Every ten years, the U.S. Census Bureau conducts a mandatory census of the population. Households are encouraged to self respond, either by answering survey questions on paper and mailing the survey back, or, for the 2020 Census, answering the survey online using the Internet. However, for the households that do not respond, the Census Bureau must send a census employee (enumerator) to their door so that the household has the opportunity to answer the survey questions in person. This operation is called the Non-Response Follow Up or NRFU. The NRFU operation is a massive undertaking and in preparation for the NRFU, the Census Bureau employs temporary workers as enumerators. The enumerators are diverse in age, ranging from recent college graduates to retirees. In fact, for the 2010 Census, 13 percent of all enumerators were over the age of 65. Forty-six percent were between the ages of 40 and 65 while 41 percent were 39 years old or younger [1]. All the enumerators for the 2010 Census conducted the NRFU on paper. However, for the 2020 Census, the business plan is to use small mobile devices (e.g., smartphones) to conduct census activities. Consequently, the software application that is created for mobile devices to aid the job of the enumerator must be suitable to enumerators of differing ages and with various levels of experience in use of smartphones.

One such prototype application under development for the 2020 Census is the Census Operations Mobile Platform for Adaptive Services and Solutions (COMPASS). COMPASS serves as an enumeration platform for conducting such activities as collecting survey data, case management, location aids, security services, and new modules that included automating time and expenses. The development team had not tested the new functionality with users and were interested in obtaining usability feedback on the new features of the COMPASS. In addition, the team was interested in identifying any usability issues that might exist in the application, including case management and icon usage on the screens.

This paper presents the results of a quantitative and qualitative usability study that investigated user behavior of effectiveness, efficiency, and satisfaction [2, 3] when using the COMPASS application.

The primary goal for the study was to identify usability issues of the application.

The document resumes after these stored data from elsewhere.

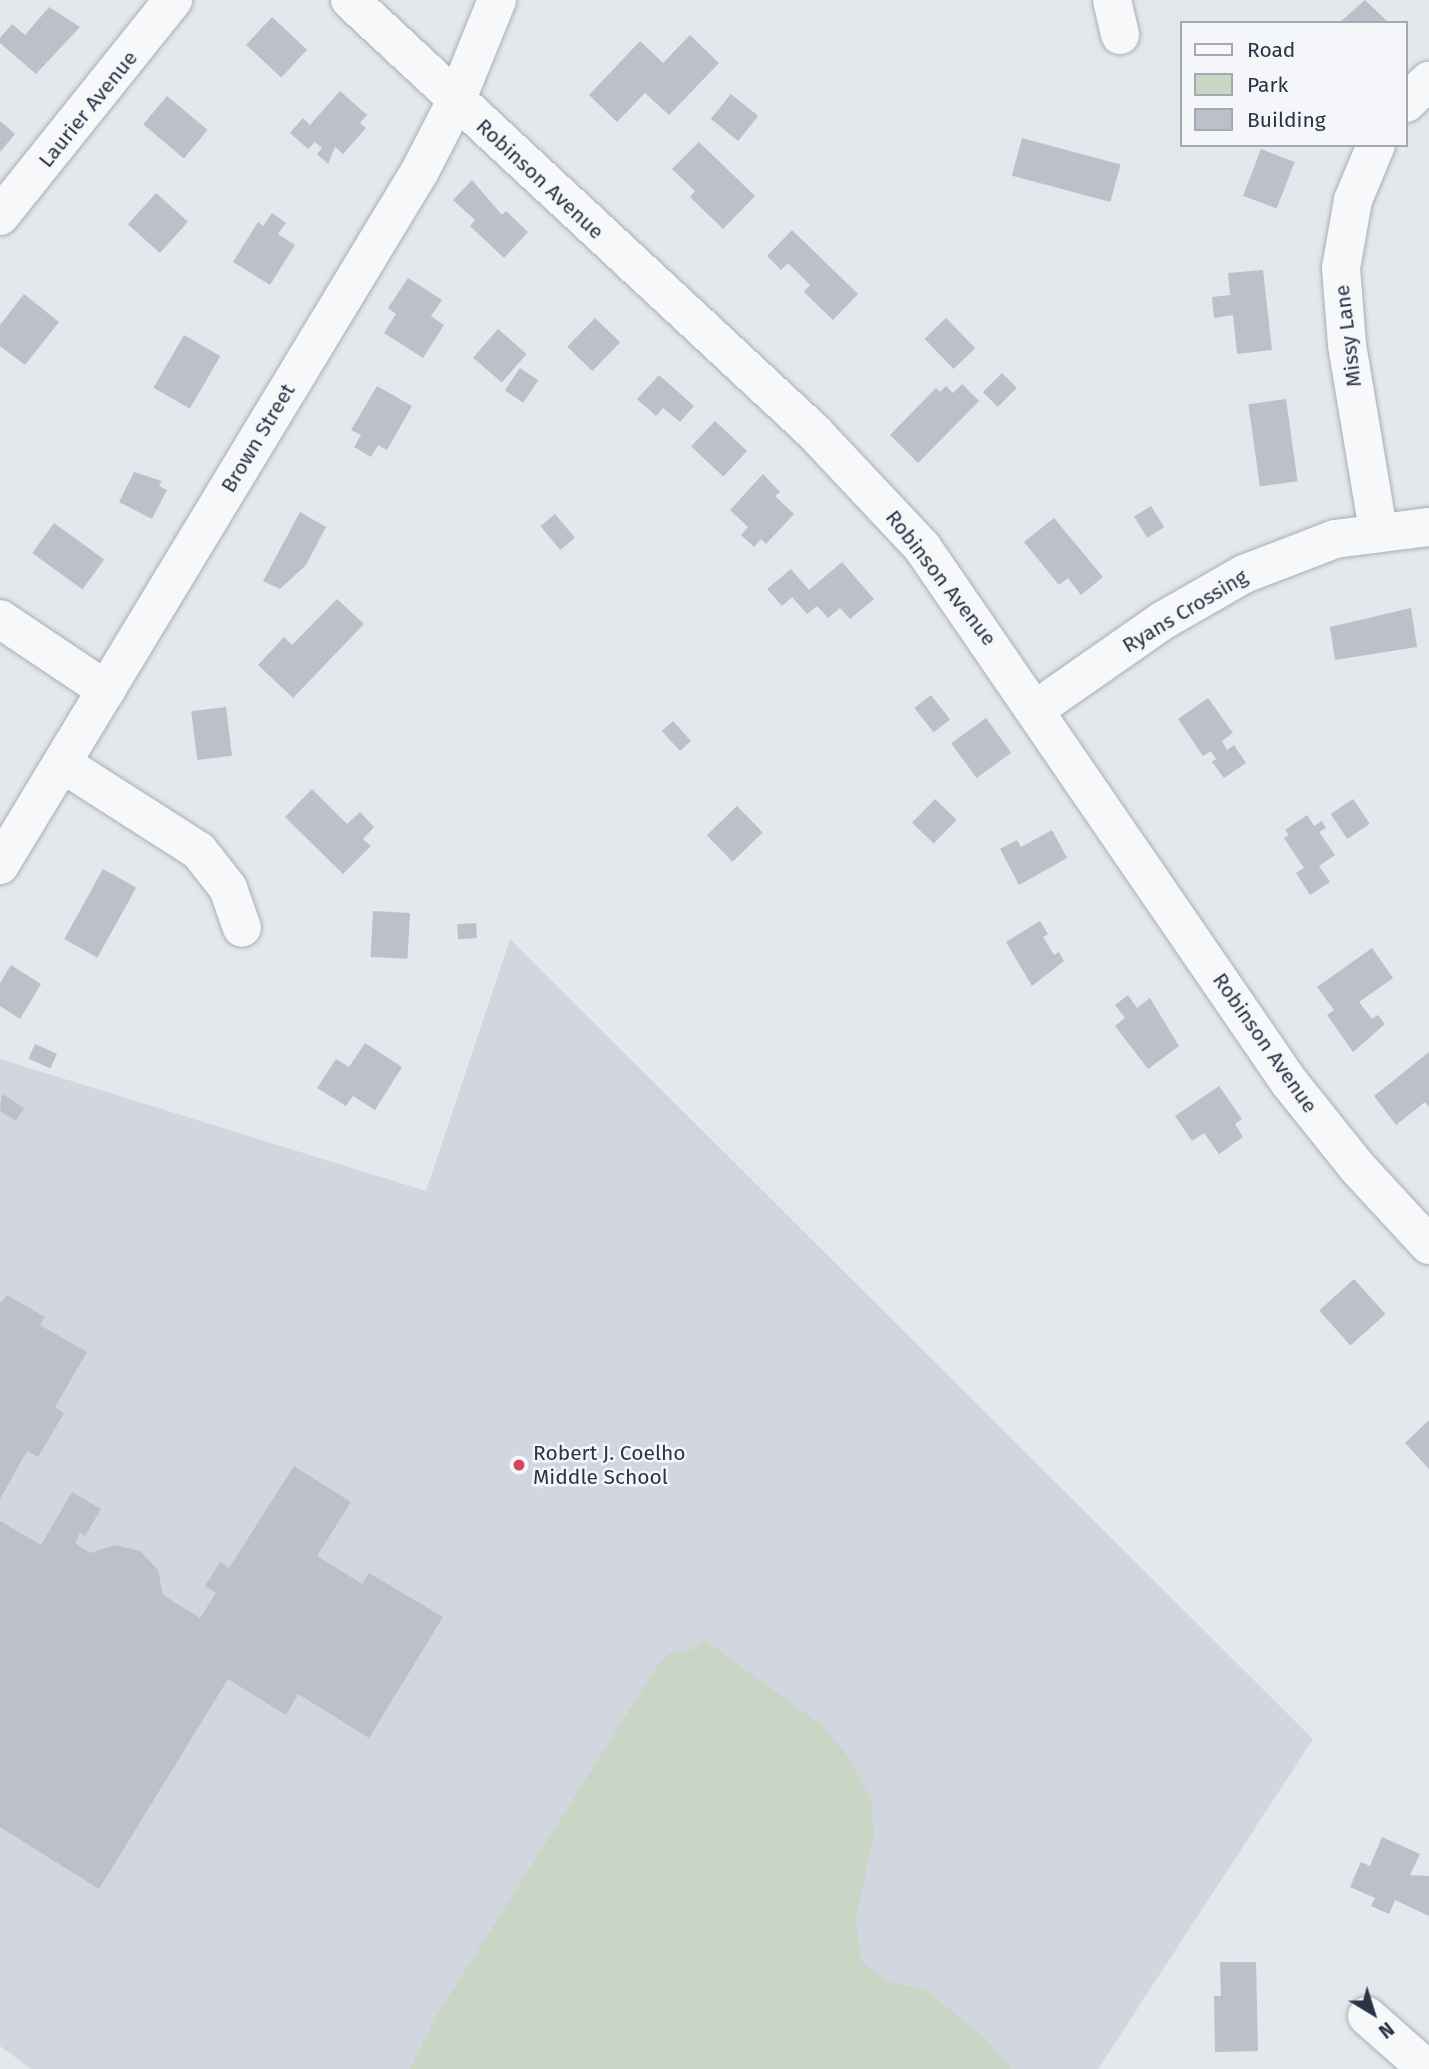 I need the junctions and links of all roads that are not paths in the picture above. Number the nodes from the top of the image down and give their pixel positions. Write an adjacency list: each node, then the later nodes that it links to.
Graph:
1 (173, 0): 8 (street, Laurier Avenue)
2 (350, 0): 5 (street, Robinson Avenue)
3 (497, 0): 5 (street, Brown Street)
4 (1429, 81): 6 (street)
5 (456, 101): 12 (street, Brown Street); 13 (street, Robinson Avenue)
6 (1408, 101)
7 (1375, 147): 10 (street, Missy Lane)
8 (0, 216)
9 (1429, 527): 10 (street, Ryans Crossing)
10 (1378, 531): 13 (street, Ryans Crossing)
11 (0, 619): 12 (street)
12 (106, 690): 14 (street, Brown Street)
13 (1036, 709): 17 (street, Robinson Avenue)
14 (63, 764): 15 (street, Brown Street); 16 (street)
15 (0, 865)
16 (242, 928)
17 (1429, 1245)
18 (1367, 2016): 19 (street)
19 (1427, 2069)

We also wanted to get a better understanding of any performance differences among older and younger adult smartphone users. We hypothesized that (1) for the simple tasks, older adults and younger adults would be equally accurate in performance. The rationale for this was that when the task is simple, both age groups will perform with few difficulties. That is, on simple tasks, both younger and older adults will be able to complete the tasks effectively. For the complex tasks we hypothesized that (2) age and experience would come into play such that younger and older adults that were highly experienced with smartphones will perform with less difficulties, while, older adults with low to moderate experience on smartphones will have more difficulties. We further hypothesized that (3) older adults would take longer to complete the tasks. The rationale for this was twofold, older adults act slower due to, first, cognitive decline, e.g., Loos [4, 5] and Loos and Romano [6]; and second, the speed/accuracy trade off among older adults [710]. Finally we hypothesized that (4) there would be no age-related differences with respect to satisfaction. The rationale for this was that while intuitively it appears that satisfaction should be impacted by performance and efficiency, as we have seen in prior usability studies satisfaction rates have not been found to differ by age even when accuracy or efficiency scores did [11, 12].

2 Methods

2.1 Tasks

Participants in the usability study completed seven tasks using the COMPASS application. These tasks consisted of typical tasks that Census enumerators need to do to conduct census activities. Task difficulty was equivalent to what enumerators would do in the field – and when initially constructing the tasks, they all appeared to be, in general, of simple cognitive complexity. These included activities such as listing the enumerators’ weekly work availability, entering their hours worked, and expenses such as tolls, and completing sample enumeration cases that targeted use and understanding/use of icons within the application. The test assessed users’ ability to perform tasks using the application and identified any problematic design features. See Appendix A for a list of the tasks.

2.2 Task Complexity

When initially planning the test, we intended tasks to be of the same complexity. While running participants through the usability study, however, it was clear that one task (e.g., Task 2) was proving more difficult for participants due to the usability flaws in the design of the application. Thus we categorized Task 2 as the most difficult and most cognitively challenging task.

2.3 Participants

Fourteen participants participated in the study: 7 younger (range 18–24) and 7 older adults (range 50–66). We divided the participants into two age groups purposely selecting age ranges that were far enough apart to detect age-related differences. The participants had at least one year experience using the Internet on a smartphone (e.g., iPhones or Androids) such as checking e-mail, getting mapping directions, reading the news, shopping online, using an app, etc. Nine of the participants were recruited from a database managed by the Center for Survey Measurement. These participants resided in the Washington DC metropolitan area and responded to a Craigslist online posting and/or flyers put up in local community centers. Five participants were former enumerators that lived in the Washington DC metropolitan area and had some prior experience in completing Census enumeration activities—however at the time of the study they were not federal employees. Participants were compensated $40.00 for their participation. Participant demographics are presented in Table 1.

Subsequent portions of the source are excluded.